São pessoas de poder. Não filósofos ou filólogos: são políticos. Eles tendem a ter um domínio limitado do idioma como um dardo portador de beleza, mas grande eficiência na hora de usá-lo como uma ferramenta política. Podem ser incapazes de escrever um hendecassílabo, mas podem fazer com que milhões de cidadãos aceitem a definição que idealizaram – estritamente para sua própria conveniência – de uma palavra ou conceito.

Assim, por exemplo, com a democracia. O impulso para redefinir este conceito de acordo com as necessidades de cada circunstância é diretamente proporcional à inconsistência de seu uso. Para simplificar: cada vez que um político fala sobre democracia, crescem as contradições e se entende menos o que está se referindo com esse termo. Alguns simulam compreendê-lo, porque aspiram a saturar a palavra “democracia” com um conteúdo ético, despreocupando-se de que isso implique em esvaziá-la de conteúdo técnico-político. Ou seja, consideram que democracia equivale a bem; tudo que soa bem cabe dentro da democracia. Pode ser um método (como as eleições), pode ser um valor (como a igualdade), pode ser um sistema (como a divisão de poderes), pode ser um símbolo (como a república).

Algo similar ocorre com a soberania. Em algum momento da história, isso significou algo. Significou uma coisa: uma coisa única, clara e muito concreta. Entretanto, quem lê escritos sobre soberania publicados no século XXI e logo se aproxima de Jean Bodin, o pai do conceito moderno no século XVI, sofrerá uma espécie de colapso térmico. Em termos gerais, podemos dizer que a soberania deixou de ser uma descrição de uma simples circunstância, ou seja, que um ator ostenta mais poder do que outro; para representar com estupefata abstração as aspirações de dignidade de qualquer grupo que se auto-percebe como oprimido.

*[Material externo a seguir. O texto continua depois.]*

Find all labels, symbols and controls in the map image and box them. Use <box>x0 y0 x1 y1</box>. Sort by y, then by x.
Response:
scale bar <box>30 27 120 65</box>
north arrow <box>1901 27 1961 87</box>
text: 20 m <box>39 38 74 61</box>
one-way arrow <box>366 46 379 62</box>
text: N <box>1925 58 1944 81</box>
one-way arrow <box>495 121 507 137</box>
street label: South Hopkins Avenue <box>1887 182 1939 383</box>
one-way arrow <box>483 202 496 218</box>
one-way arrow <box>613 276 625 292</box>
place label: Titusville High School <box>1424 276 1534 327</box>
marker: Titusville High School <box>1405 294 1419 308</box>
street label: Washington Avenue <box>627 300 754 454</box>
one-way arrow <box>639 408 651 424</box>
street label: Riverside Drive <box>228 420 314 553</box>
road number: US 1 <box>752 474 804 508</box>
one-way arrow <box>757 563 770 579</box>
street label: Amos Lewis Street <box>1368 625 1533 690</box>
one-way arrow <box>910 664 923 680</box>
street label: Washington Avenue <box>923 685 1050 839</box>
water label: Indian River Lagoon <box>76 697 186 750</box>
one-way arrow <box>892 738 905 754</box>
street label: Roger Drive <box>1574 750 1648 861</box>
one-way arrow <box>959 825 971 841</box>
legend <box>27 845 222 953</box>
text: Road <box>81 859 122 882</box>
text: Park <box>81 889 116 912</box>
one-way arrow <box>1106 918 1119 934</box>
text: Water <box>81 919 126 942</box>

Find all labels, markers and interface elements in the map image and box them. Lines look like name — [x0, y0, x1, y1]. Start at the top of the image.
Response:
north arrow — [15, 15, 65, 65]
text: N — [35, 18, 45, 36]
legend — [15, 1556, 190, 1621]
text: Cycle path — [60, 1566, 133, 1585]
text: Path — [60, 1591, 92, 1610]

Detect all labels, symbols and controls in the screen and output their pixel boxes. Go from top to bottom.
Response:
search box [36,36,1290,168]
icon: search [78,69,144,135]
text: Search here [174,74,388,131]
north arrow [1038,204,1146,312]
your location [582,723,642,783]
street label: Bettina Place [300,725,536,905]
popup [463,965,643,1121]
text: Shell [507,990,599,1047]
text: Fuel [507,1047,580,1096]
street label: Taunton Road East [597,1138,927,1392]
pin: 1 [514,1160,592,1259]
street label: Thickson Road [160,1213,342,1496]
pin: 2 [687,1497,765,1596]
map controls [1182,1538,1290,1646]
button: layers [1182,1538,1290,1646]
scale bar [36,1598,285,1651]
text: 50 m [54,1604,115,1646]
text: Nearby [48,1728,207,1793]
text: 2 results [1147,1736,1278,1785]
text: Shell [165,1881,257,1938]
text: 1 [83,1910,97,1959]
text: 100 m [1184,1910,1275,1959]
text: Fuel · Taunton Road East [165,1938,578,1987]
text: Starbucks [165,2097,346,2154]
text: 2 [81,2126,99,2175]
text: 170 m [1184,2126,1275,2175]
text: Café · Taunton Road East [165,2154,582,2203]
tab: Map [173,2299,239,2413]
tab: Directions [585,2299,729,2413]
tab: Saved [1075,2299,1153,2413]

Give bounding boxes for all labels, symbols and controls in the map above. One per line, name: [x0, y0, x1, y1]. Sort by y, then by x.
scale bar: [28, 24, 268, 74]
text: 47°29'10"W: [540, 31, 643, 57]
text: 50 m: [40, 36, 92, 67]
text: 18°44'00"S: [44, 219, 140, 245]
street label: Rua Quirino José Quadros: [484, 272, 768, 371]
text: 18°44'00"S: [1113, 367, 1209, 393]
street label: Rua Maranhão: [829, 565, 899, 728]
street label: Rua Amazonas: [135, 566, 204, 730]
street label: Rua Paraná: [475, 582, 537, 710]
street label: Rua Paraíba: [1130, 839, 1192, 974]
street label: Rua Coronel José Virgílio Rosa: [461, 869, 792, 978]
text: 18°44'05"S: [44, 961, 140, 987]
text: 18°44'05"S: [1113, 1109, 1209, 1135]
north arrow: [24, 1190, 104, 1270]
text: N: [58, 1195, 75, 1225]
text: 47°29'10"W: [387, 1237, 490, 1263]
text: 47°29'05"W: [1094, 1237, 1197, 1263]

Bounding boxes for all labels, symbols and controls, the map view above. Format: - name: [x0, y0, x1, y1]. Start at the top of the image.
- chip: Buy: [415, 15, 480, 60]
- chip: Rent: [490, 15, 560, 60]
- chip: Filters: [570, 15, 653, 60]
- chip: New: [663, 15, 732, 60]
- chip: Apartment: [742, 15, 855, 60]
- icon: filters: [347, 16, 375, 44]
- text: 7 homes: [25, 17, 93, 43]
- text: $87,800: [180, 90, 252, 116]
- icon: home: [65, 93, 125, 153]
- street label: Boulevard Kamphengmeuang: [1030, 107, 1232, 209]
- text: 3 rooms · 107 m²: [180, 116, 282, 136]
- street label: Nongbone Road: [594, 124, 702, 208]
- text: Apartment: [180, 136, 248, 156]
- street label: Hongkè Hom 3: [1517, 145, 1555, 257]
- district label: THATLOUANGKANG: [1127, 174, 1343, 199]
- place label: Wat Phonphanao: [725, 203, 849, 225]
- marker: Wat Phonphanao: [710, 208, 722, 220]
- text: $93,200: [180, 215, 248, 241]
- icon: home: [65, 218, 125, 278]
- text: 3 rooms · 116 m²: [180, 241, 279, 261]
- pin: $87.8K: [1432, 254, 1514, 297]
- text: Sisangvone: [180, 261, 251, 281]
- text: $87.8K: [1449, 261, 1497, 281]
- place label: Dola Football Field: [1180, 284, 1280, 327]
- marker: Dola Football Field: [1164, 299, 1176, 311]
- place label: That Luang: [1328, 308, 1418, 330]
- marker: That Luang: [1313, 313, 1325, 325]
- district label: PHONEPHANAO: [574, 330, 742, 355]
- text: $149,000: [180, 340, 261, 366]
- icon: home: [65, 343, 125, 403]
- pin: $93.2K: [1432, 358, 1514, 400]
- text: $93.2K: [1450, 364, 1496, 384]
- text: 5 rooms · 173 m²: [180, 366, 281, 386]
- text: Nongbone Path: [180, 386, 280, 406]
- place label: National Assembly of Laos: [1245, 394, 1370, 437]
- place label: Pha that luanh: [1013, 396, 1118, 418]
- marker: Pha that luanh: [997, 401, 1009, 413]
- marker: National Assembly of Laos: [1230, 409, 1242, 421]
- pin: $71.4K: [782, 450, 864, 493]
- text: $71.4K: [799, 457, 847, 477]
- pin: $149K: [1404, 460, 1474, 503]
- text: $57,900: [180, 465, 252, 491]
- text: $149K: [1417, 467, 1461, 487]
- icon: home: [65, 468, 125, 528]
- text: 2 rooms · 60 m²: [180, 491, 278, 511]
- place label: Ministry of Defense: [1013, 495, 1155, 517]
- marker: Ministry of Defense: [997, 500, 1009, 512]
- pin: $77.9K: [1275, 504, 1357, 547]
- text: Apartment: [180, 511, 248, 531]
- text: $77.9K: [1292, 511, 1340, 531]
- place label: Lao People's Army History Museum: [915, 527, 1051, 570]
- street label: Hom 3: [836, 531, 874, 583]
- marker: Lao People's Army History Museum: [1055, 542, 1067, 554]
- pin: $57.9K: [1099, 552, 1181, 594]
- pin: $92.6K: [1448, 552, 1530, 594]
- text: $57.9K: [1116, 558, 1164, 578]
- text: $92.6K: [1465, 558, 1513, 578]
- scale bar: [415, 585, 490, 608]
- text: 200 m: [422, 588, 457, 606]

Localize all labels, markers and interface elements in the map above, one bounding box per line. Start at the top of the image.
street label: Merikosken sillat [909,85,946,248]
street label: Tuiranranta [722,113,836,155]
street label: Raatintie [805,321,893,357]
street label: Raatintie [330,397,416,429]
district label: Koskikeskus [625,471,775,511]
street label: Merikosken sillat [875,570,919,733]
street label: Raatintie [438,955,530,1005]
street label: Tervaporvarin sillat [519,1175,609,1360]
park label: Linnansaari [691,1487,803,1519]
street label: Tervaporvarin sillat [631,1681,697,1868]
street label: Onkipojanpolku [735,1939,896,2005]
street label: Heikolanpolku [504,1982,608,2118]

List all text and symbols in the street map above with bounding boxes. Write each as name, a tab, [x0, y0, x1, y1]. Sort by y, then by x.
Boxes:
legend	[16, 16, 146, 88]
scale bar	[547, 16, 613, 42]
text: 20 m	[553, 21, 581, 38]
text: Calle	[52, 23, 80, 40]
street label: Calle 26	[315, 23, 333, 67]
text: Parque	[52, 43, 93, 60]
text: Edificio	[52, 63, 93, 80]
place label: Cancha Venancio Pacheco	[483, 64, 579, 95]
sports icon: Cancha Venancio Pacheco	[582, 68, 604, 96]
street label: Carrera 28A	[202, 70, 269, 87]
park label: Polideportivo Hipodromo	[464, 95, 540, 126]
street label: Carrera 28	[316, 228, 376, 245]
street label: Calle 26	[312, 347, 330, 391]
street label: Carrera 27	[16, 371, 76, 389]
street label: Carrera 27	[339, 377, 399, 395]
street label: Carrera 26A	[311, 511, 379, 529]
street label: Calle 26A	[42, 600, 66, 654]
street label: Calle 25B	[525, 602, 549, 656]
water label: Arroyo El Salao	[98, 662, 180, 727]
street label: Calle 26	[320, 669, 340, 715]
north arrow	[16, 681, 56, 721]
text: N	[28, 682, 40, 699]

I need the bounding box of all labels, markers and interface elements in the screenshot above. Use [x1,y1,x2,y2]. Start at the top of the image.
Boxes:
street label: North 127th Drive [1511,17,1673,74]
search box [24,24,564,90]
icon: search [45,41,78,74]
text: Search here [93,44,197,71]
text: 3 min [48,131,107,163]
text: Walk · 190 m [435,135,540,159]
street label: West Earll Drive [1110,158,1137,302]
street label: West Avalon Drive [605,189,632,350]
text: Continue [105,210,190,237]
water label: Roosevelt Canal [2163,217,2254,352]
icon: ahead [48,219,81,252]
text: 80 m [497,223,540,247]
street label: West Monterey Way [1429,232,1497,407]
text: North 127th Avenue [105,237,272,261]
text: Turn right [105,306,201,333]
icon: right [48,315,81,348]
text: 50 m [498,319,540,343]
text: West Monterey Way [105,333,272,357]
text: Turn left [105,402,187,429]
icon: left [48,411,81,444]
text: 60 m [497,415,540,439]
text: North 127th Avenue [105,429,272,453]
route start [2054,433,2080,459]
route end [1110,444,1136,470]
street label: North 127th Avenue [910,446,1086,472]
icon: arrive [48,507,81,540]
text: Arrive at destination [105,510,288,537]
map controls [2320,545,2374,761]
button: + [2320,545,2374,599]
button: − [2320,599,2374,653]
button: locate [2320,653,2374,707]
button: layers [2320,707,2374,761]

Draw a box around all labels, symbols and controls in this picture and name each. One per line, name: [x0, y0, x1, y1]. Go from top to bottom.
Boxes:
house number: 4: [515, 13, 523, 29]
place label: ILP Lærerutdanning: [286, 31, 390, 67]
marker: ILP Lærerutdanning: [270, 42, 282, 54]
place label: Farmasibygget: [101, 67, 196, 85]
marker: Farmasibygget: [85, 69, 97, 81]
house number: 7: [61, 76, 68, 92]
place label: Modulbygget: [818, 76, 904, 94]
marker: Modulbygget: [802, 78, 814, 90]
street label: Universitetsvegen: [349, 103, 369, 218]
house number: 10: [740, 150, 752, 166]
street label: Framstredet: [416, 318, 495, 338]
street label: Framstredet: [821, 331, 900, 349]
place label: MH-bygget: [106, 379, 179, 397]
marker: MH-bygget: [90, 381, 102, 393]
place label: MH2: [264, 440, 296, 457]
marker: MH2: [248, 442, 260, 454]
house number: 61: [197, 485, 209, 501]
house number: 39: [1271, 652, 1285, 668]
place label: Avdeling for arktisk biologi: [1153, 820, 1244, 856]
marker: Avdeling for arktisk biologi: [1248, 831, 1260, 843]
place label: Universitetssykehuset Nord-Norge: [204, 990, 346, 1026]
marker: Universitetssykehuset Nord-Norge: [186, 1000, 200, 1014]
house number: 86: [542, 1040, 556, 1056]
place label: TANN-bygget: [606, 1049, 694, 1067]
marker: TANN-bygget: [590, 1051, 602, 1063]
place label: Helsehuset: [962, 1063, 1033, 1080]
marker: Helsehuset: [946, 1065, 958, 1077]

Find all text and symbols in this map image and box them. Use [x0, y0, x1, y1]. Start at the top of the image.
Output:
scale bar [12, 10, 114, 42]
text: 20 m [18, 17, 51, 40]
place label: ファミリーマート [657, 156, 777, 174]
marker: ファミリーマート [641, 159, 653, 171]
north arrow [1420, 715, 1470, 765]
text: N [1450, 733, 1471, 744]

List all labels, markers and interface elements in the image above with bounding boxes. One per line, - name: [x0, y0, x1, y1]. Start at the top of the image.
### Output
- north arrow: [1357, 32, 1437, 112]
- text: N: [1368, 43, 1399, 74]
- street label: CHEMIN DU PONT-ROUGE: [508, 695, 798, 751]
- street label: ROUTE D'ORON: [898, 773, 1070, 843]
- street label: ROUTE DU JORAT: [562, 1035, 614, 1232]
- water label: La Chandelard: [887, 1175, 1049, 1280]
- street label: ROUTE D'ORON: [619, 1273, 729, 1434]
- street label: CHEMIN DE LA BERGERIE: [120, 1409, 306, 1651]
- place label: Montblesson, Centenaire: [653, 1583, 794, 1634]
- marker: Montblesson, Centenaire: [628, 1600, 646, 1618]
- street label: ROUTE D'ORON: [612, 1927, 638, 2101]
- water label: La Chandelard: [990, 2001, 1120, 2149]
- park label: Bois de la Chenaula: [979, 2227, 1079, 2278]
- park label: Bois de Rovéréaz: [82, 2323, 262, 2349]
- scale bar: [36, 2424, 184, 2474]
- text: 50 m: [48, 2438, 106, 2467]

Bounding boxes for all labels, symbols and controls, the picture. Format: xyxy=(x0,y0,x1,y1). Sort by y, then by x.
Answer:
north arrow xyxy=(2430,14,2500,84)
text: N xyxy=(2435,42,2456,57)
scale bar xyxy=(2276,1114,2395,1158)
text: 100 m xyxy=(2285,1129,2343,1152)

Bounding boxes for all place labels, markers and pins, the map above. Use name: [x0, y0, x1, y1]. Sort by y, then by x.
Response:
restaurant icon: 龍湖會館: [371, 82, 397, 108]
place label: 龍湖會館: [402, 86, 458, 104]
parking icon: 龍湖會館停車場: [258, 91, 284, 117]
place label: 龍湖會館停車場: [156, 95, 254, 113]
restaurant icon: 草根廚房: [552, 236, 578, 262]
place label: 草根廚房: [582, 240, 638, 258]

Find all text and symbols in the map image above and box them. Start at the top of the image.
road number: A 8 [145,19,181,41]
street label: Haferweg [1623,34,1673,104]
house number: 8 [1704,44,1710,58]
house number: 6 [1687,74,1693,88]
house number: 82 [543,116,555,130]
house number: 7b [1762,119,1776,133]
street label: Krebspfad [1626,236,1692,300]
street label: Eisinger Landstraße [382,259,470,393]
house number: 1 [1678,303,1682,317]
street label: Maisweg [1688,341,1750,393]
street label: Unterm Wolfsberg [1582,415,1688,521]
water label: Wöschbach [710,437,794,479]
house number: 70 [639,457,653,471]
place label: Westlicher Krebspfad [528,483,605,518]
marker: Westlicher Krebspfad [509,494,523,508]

Não casualmente, os conceitos que se esticam como chicletes na boca política são os que acabam remetendo ao poder do povo. Ou seja, os que servem para bajulá-lo. Democracia: o poder do povo para decidir. Soberania: a dignidade do povo frente a poderes que pretendem oprimi-los. Os exemplos poderiam continuar até constranger.

A partir desta ideia geral, pode-se abordar uma grande variedade de eventos políticos relatados cotidianamente pela mídia em todo o mundo. Neste caso, vejamos o que aconteceu na Nicarágua e em Honduras, com apenas algumas semanas de diferença.

Primeiro ato: Nicarágua, 25 de outubro de 2021. Daniel Ortega nomeia sua esposa e vice-presidente, Rosario Murillo, como co-presidente. Em outras palavras, ele a eleva ao posto presidencial. Entretanto, trata- se de uma operação meramente discursiva: o cargo de co-presidente não existe e não pode ser criado sem reformar a constituição. Além disso, Murillo nem sequer recebe as atribuições de presidente. Usemos, agora, a palavra soberania em toda sua potência: entre Ortega e Murillo, a relação de soberania, o equilíbrio de poder, se inclina forçosamente a favor do presidente. A co-presidência é o brilho deslumbrante de uma rainha nua.

Segundo ato: Honduras, 28 de novembro de 2021. As eleições presidenciais são ganhas por uma coalizão: presidente de um partido, primeiro designado presidencial (equivalente a vice-presidente) de outro. Ninguém fala de co-presidências ou põe em dúvida as hierarquias formais: primeiro, a presidente; abaixo, os vices. No entanto, Salvador Nasralla, o designado presidencial da fórmula eleitoral vencedora, não demorou para marcar território: “Tomaremos decisões junto com [a presidente] Xiomara, estaremos no poder porque não seremos designados como nos partidos tradicionais. (…)não seremos figuras decorativas, vamos concordar com as decisões e participar das decisões que o governo vai tomar a partir de 27 de janeiro”, assegurou o vice-presidente ao El Heraldo.

Posto que estamos situados entre bastidores, vamos recorrer ao grande mestre inglês do gênero. “What’s in a name?”, se perguntava Shakespeare fazendo a voz de Julieta tremer. O que há em um nome? E seguiu: “Isso que chamamos de rosa, perfumaria com outra designação” (em tradução de Matías de Velasco y Rojas, Marquês de Dos Hermanas). Ou seja: os nomes não importam; o que importa são as realidades que eles representam. Romeu ainda seria Romeu se não tivesse Montéquio como sobrenome.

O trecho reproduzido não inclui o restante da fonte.